Stored data:
>>>>
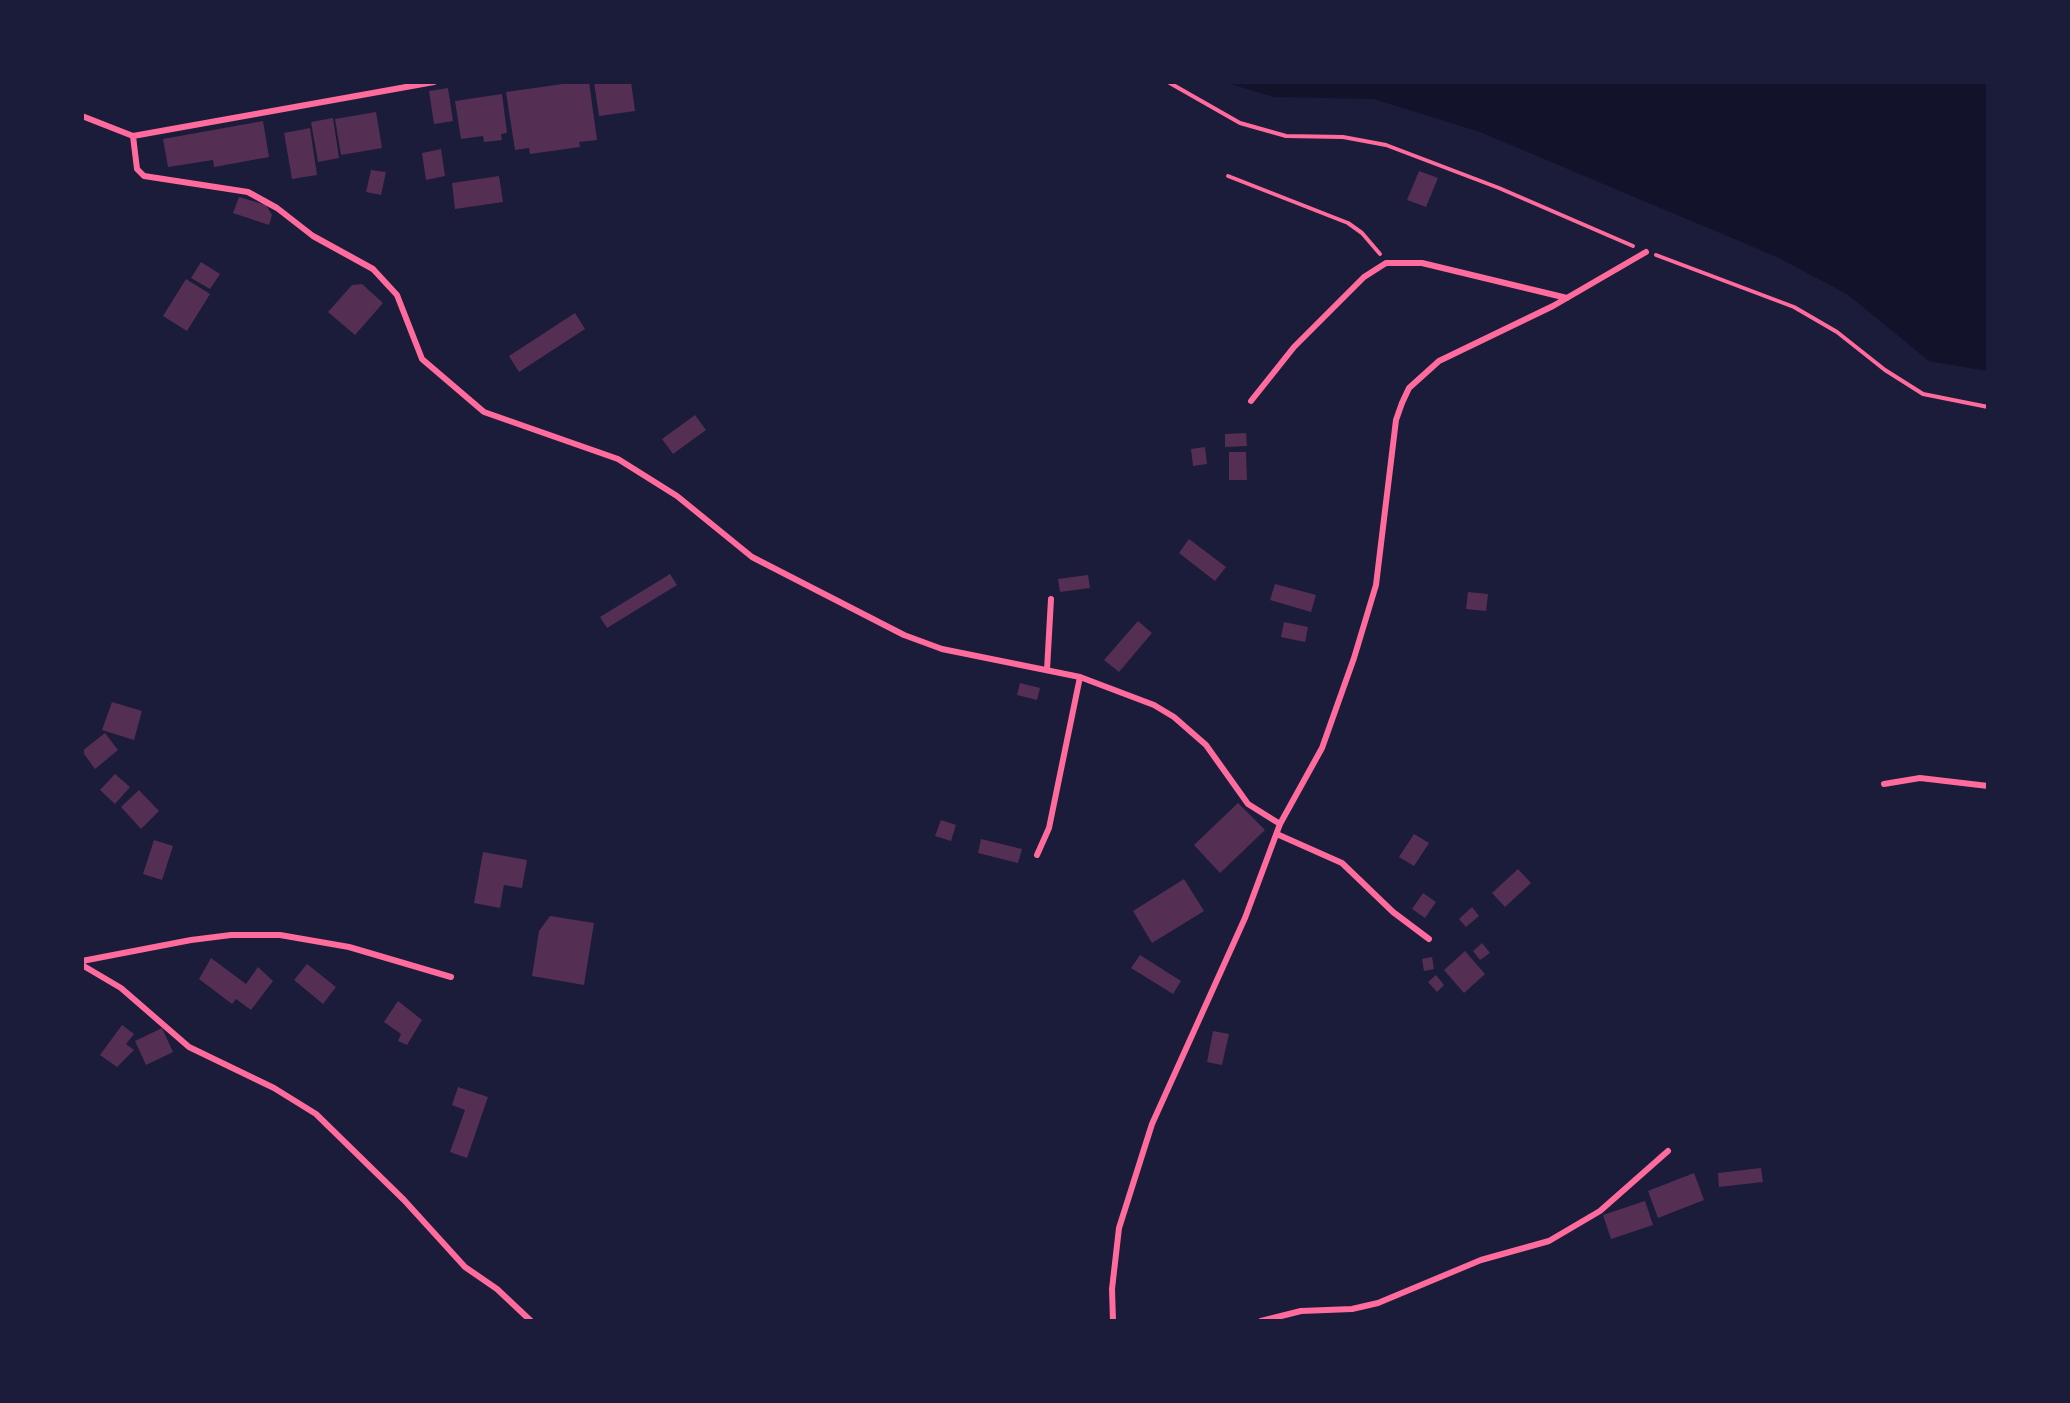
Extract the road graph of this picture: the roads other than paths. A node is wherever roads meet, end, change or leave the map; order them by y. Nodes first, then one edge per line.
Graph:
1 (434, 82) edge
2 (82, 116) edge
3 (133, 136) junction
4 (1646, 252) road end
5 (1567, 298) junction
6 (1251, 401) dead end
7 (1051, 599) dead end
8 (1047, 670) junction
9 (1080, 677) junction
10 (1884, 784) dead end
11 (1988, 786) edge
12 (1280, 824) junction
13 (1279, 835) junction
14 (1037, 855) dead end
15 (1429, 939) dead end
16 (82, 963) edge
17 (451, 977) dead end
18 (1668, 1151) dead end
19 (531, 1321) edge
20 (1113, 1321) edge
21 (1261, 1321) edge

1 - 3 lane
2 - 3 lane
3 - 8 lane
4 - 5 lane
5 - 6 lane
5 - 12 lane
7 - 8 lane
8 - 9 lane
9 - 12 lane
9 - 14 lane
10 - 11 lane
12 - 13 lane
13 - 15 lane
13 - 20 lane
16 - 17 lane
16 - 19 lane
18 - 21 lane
<<<<
DIRECTIONS FOR THIS TASK: The output should consist of the records above, reproduced exactly, without pictures.

ANSWER TO THIS EXERCISE:
Extract the road graph of this picture: the roads other than paths. A node is wherever roads meet, end, change or leave the map; order them by y. Nodes first, then one edge per line.
Graph:
1 (434, 82) edge
2 (82, 116) edge
3 (133, 136) junction
4 (1646, 252) road end
5 (1567, 298) junction
6 (1251, 401) dead end
7 (1051, 599) dead end
8 (1047, 670) junction
9 (1080, 677) junction
10 (1884, 784) dead end
11 (1988, 786) edge
12 (1280, 824) junction
13 (1279, 835) junction
14 (1037, 855) dead end
15 (1429, 939) dead end
16 (82, 963) edge
17 (451, 977) dead end
18 (1668, 1151) dead end
19 (531, 1321) edge
20 (1113, 1321) edge
21 (1261, 1321) edge

1 - 3 lane
2 - 3 lane
3 - 8 lane
4 - 5 lane
5 - 6 lane
5 - 12 lane
7 - 8 lane
8 - 9 lane
9 - 12 lane
9 - 14 lane
10 - 11 lane
12 - 13 lane
13 - 15 lane
13 - 20 lane
16 - 17 lane
16 - 19 lane
18 - 21 lane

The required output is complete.